Incidence and Outcome of T-Cell Lymphomas in Malaysia.

The T- and NK-cell neoplasms are a heterogenous group and are relatively uncommon. From the International Non-Hodgkin’s Lymphoma classification study, precursor T-lymphoblastic lymphoma and the mature T- and NK-cell lymphomas account for 1.7% and 12% of all NHLs. T-NHL are in general more common in Asia. The outcome of this disease is poorer with a 5-y overall survival of 20% (excluding anaplastic NHL). Hospital Kuala Lumpur is the major hematology referral centre in Malaysia. A total of 414 new cases of lymphoma was seen during 2000–2005. The majority were DLBCL 46% and follicular grade I/II lymphomas 15.8%. Only 48 cases (12%) were T-NHL. These were PTCL 19 (5%), anaplastic T-NHL 9 (2.2%), cutaneous T-NHL Stage IV 9 (2.2%), T/NK-NHL 5 (1.2%) and angioimmunoblastic NHL 3 (0.7%).

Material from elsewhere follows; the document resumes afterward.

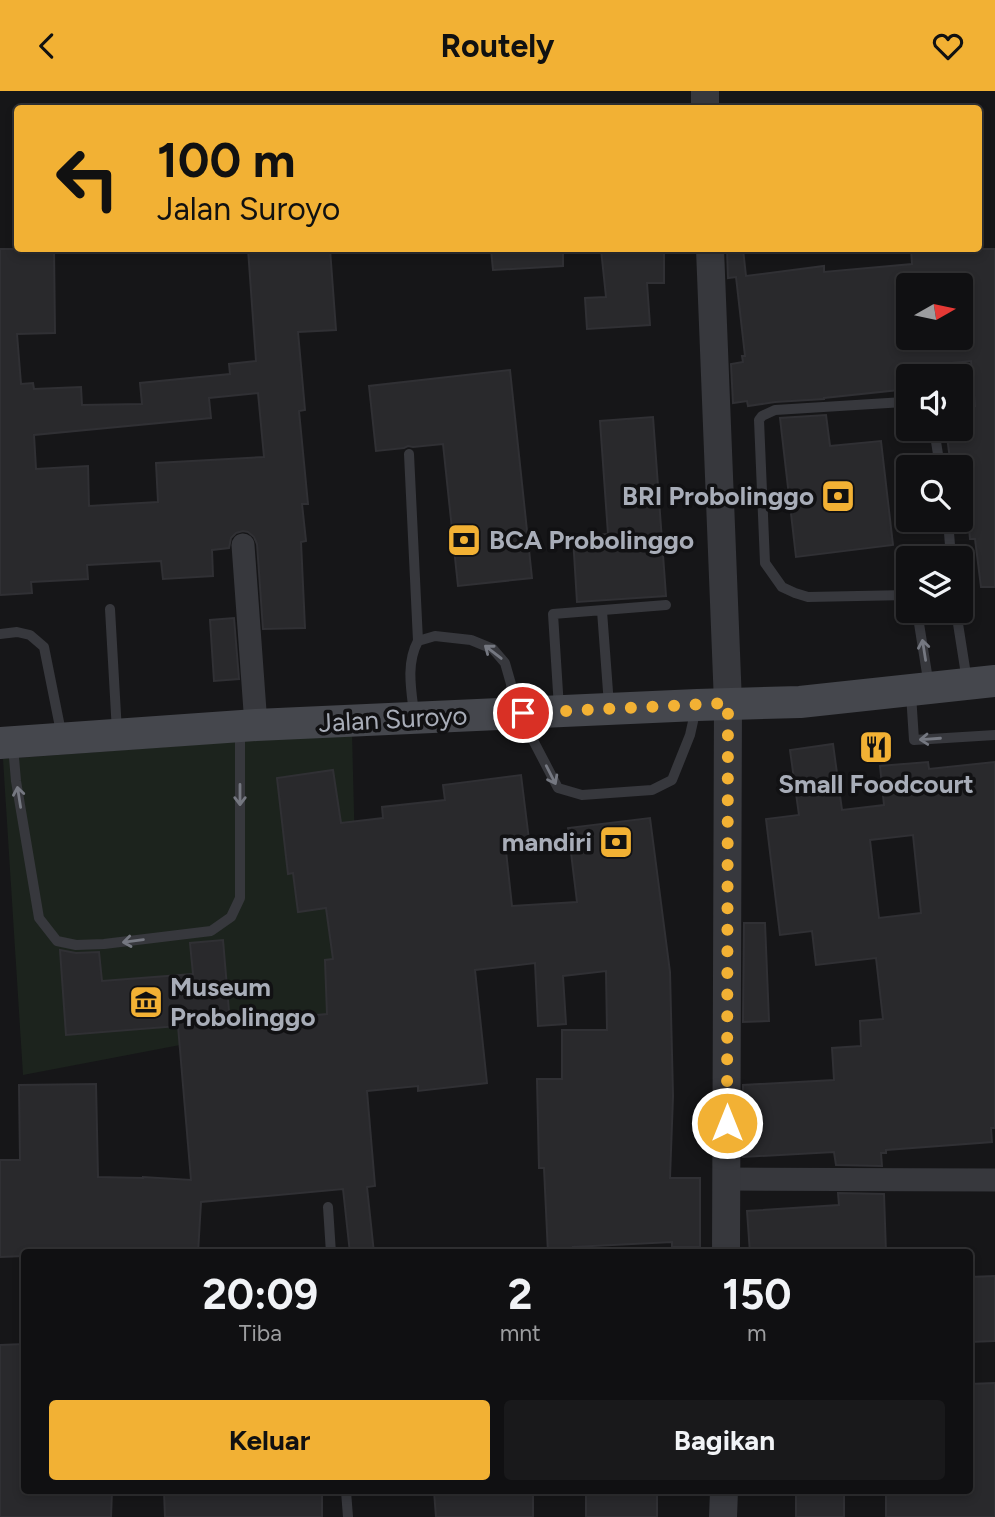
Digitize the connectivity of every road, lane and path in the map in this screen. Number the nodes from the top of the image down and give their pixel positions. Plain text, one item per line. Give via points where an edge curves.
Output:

Between 2002–2005, 15 patients were treated with HyperCVAD regimen alternating with Mtx/Ara-C. Three had T-lymphoblastic lymphoma, 7 had PTCL and 5 had T/NK cell. The complete remission was 40% with two proceeding to stem cell transplant. One received local DXT. The median duration of remission was 18.5mths(10–30mths) with median follow-up of 30mths(25–35mths). Alemtuzumab(Campth-1H) is a humanised monoclonal antibody that targets the CD 52 antigen including the T-cell. We combined HyperCVAD with Alemtuzumab 30mg sc on day 1 of every chemotherapy cycle. Four patients with relapsed/refractory T-ALL and 1 patient with T/NK NHL were treated. Two patients, one who relapsed six months after chemotherapy and the other after allogeneic transplant achieved complete remission. The patient with T/NK who had progressive disease with enlarging hepatosplenomegaly after 1 pair of HyperCVAD achieved remission after the addition of Campath. The median duration between each chemotherapy cycle was 25 days(23–26d). One patient had CMV reactivation with no evidence of disease. All patients are still undergoing treatment. The addition of Campath 30mg on day 1 of each chemotherapy cycle appears to be a viable option to try to improve the results in aggressive T-NHL. In view of these preliminary findings, we are starting a study protocol using Campath plus HyperCVAD in aggressive T-cell disease.